(Data records)
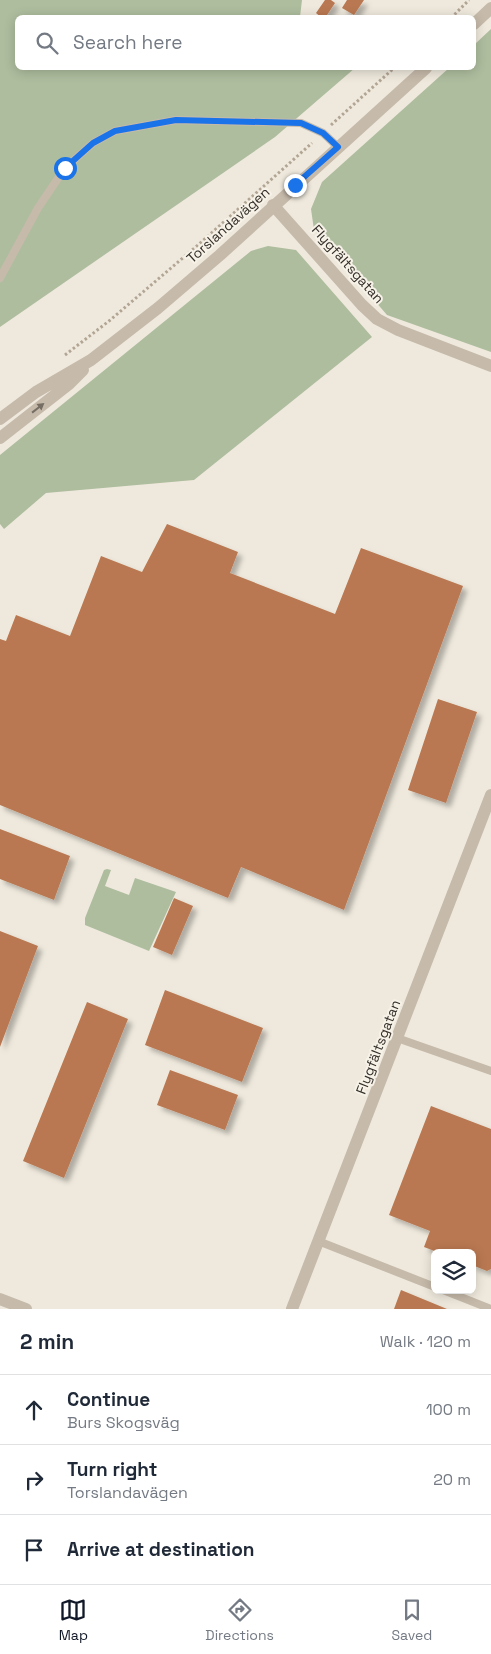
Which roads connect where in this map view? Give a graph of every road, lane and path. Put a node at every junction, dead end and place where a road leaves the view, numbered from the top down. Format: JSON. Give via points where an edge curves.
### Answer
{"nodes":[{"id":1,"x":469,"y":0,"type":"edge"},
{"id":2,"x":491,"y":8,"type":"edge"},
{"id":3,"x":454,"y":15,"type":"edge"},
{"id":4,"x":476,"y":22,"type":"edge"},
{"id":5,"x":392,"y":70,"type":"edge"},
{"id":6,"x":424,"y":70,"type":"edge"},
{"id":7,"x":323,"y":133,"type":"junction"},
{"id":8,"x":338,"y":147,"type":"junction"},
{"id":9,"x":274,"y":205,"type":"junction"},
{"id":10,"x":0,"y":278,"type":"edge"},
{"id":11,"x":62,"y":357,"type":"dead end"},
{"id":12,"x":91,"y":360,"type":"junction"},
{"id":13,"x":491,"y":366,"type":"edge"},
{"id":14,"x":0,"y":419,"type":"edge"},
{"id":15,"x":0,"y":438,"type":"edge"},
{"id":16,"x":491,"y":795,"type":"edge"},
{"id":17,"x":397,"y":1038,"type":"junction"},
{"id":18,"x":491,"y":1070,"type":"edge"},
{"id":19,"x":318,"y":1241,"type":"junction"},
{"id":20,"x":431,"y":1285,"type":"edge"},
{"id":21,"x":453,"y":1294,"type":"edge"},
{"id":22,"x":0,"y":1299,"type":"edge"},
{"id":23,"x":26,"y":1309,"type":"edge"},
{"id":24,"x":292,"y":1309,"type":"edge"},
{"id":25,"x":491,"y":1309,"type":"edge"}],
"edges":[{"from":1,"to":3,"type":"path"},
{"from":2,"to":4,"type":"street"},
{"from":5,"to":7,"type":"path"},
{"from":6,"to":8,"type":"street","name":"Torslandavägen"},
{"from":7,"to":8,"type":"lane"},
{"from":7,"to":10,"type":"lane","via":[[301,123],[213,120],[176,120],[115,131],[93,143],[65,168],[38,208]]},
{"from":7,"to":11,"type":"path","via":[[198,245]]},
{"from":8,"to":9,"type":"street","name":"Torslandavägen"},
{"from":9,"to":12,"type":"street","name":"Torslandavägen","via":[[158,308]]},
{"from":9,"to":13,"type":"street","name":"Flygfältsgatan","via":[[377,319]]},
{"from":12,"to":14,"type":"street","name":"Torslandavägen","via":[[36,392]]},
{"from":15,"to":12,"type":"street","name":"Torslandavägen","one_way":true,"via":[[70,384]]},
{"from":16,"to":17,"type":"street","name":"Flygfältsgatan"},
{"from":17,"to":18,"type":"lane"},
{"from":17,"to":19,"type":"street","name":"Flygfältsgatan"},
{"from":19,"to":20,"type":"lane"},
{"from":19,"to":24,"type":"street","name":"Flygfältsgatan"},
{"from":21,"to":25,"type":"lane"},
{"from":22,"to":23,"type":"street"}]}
...
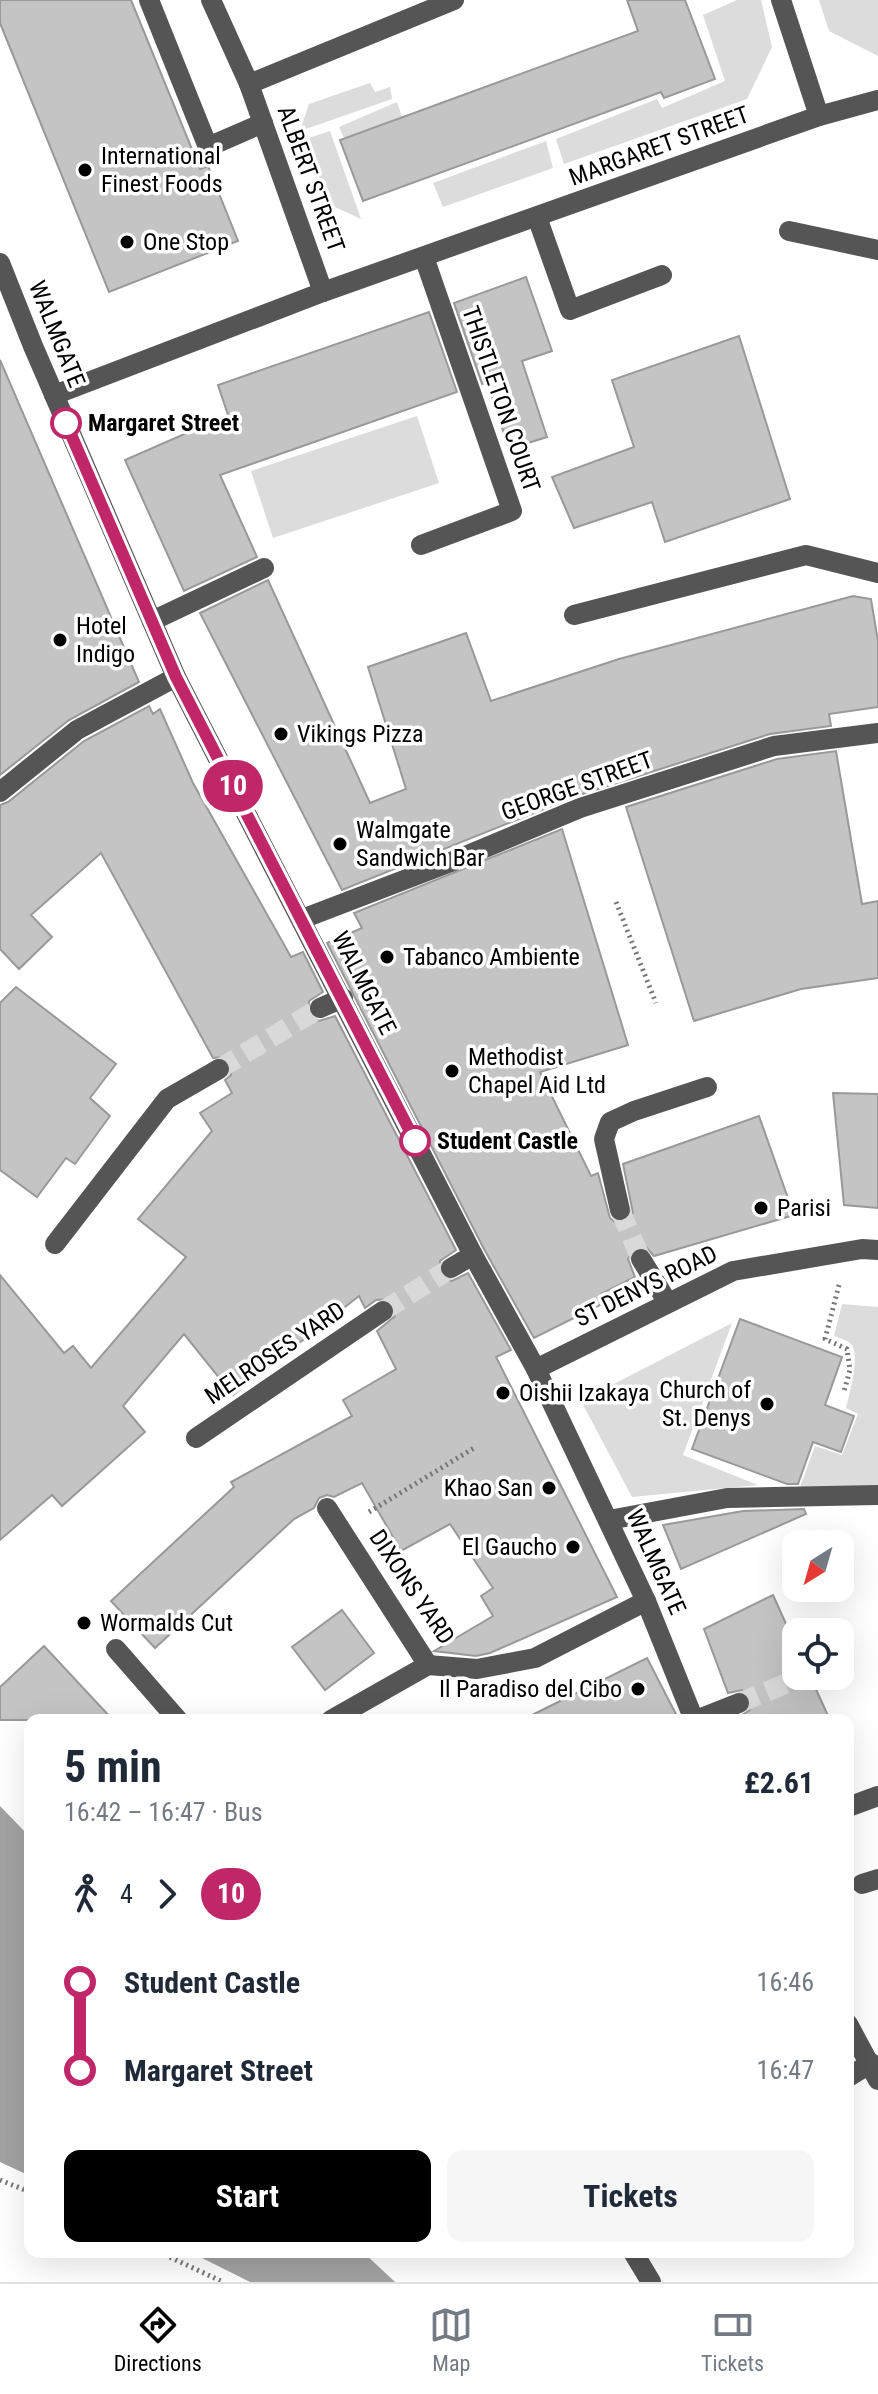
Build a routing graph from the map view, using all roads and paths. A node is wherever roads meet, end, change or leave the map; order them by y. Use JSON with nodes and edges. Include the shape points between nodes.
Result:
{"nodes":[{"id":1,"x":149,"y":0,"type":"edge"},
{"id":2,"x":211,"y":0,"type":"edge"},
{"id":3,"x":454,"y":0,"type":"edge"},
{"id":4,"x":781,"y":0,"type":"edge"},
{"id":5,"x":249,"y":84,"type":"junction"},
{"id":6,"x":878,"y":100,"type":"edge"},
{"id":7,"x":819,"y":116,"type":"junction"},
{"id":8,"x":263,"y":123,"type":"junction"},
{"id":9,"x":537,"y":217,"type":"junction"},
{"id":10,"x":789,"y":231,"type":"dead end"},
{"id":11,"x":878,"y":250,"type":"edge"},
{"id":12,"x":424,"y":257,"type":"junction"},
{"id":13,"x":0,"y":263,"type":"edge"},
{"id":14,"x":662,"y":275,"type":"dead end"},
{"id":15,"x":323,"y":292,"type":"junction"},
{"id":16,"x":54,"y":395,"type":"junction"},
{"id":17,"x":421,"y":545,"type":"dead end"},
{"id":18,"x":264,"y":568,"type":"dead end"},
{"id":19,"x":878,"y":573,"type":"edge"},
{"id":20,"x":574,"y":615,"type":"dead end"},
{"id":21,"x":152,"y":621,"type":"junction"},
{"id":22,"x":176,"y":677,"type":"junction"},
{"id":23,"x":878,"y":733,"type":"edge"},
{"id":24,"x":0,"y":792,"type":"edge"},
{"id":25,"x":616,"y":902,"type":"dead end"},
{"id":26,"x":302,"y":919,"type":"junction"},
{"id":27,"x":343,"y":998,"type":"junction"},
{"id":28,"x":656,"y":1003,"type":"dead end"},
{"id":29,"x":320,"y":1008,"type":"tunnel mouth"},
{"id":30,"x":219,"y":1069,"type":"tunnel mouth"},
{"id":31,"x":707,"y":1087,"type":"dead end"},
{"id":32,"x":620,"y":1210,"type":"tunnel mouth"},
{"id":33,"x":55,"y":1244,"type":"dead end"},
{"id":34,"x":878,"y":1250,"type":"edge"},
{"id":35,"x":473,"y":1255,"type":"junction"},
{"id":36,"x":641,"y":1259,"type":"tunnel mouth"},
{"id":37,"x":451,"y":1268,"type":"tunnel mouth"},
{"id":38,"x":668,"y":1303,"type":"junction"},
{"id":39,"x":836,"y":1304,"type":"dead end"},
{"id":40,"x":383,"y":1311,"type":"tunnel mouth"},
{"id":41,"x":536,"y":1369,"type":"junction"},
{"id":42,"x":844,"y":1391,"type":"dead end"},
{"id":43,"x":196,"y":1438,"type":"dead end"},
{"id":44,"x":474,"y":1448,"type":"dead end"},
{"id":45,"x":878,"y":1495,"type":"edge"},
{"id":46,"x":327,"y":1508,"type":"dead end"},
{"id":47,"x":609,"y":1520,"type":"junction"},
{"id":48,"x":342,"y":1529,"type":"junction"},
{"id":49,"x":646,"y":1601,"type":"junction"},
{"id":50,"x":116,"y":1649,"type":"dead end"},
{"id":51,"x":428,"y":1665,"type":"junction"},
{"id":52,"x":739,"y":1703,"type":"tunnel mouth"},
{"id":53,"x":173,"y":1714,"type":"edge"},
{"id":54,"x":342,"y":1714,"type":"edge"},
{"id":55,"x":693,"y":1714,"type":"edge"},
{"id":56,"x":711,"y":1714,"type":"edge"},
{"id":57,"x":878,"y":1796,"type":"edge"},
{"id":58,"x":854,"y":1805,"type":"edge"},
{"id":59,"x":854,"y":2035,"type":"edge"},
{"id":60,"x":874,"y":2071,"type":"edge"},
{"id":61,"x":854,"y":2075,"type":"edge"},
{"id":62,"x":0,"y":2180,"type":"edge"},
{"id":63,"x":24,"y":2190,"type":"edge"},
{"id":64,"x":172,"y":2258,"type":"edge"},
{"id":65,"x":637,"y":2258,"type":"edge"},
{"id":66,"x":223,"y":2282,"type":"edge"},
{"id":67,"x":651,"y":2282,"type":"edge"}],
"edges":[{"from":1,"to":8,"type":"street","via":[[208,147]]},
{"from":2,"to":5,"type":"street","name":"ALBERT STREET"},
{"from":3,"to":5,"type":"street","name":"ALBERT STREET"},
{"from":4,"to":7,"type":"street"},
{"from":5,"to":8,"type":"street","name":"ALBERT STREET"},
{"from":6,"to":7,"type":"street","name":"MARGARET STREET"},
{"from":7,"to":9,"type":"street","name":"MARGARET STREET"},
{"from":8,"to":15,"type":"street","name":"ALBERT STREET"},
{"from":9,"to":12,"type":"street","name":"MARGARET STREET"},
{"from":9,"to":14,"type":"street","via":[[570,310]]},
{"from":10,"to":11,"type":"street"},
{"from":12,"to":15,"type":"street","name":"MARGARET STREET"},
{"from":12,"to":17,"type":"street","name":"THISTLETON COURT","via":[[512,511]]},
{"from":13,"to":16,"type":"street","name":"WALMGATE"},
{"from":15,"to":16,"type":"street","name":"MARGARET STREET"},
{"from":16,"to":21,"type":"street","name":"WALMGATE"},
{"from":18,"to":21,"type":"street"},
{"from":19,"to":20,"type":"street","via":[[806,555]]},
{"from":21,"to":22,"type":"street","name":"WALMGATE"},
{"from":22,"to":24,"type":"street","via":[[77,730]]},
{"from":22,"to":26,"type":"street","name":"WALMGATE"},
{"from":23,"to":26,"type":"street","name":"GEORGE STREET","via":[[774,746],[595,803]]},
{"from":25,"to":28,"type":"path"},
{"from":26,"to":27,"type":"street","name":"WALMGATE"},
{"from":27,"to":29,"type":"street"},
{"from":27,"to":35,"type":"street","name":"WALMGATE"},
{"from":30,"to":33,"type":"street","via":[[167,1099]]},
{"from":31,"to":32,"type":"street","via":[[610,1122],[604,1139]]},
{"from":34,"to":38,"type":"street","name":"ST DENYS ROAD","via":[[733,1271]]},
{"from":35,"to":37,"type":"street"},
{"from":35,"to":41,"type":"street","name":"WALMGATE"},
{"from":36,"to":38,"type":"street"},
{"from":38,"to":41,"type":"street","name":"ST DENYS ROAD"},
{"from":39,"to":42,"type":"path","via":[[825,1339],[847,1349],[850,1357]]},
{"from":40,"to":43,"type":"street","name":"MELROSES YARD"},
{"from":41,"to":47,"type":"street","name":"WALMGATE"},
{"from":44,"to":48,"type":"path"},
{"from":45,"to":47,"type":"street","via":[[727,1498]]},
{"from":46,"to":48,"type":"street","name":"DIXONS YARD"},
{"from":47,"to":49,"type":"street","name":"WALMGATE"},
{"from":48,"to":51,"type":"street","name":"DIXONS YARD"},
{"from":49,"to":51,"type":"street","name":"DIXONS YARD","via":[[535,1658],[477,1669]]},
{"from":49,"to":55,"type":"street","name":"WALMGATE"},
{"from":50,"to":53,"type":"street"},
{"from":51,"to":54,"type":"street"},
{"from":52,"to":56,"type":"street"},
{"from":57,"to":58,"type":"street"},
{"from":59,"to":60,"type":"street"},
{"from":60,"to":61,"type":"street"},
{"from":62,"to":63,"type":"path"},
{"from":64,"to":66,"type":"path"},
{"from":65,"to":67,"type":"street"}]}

Work request -
Produce the number of lines in the data containing the string "WALMGATE", with nothing added.

Answer below -
10